In carry trades, market players use low-yielding currencies such as the yen to finance purchases of assets offering higher returns. Those trades are more attractive when stock markets rise, supporting investor risk appetite.
Investors also took small comfort from a financial package U.S. President George W. Bush is expected to propose on Friday which is aimed at cushioning the economy from a downturn.
U.S. Treasury Secretary Henry Paulson on Friday said that there was an urgent need for a fiscal stimulus program to give the slowing economy a boost but said it was not in danger of stalling.
Early in the New York session, the dollar rose 0.7 percent to 107.49 yen. The euro was up 0.8 percent against the yen at 157.75 yen.
Investors cautioned that the dollar's problems are not over yet with the longer-term outlook for the U.S. economy remaining bleak.

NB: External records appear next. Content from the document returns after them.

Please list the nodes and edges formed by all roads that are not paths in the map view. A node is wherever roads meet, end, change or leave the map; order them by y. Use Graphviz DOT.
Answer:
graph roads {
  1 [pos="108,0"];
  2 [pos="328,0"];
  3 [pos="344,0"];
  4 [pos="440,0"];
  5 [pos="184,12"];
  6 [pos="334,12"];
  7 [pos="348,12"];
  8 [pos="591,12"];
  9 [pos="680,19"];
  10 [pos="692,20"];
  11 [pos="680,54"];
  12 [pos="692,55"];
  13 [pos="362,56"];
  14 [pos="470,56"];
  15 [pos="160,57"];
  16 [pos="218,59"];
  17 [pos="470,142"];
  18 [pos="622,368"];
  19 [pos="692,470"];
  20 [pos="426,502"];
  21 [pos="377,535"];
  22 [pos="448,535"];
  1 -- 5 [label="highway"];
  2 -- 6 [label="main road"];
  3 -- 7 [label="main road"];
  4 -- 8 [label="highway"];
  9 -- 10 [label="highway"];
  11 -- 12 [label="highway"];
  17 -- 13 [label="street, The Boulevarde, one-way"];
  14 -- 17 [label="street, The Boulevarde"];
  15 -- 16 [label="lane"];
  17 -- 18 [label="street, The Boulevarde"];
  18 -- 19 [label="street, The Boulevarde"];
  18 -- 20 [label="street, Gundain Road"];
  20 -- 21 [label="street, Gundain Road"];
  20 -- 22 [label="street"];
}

Helping lift some of the gloom surrounding the U.S. economy, Bush's plan is to introduce tax rebates for families and breaks for businesses that could cost up to $150 billion.
Federal Reserve Chairman Ben Bernanke, in testimony before the House of Representatives' Budget Committee on Thursday, also backed the idea that the struggling economy needed rescue.
Bernanke reiterated a down assessment of the U.S. economy that he gave last week, which investors saw as a signal that the U.S. central bank was willing to cut the benchmark federal funds rate aggressively from the current 4.25 percent this month.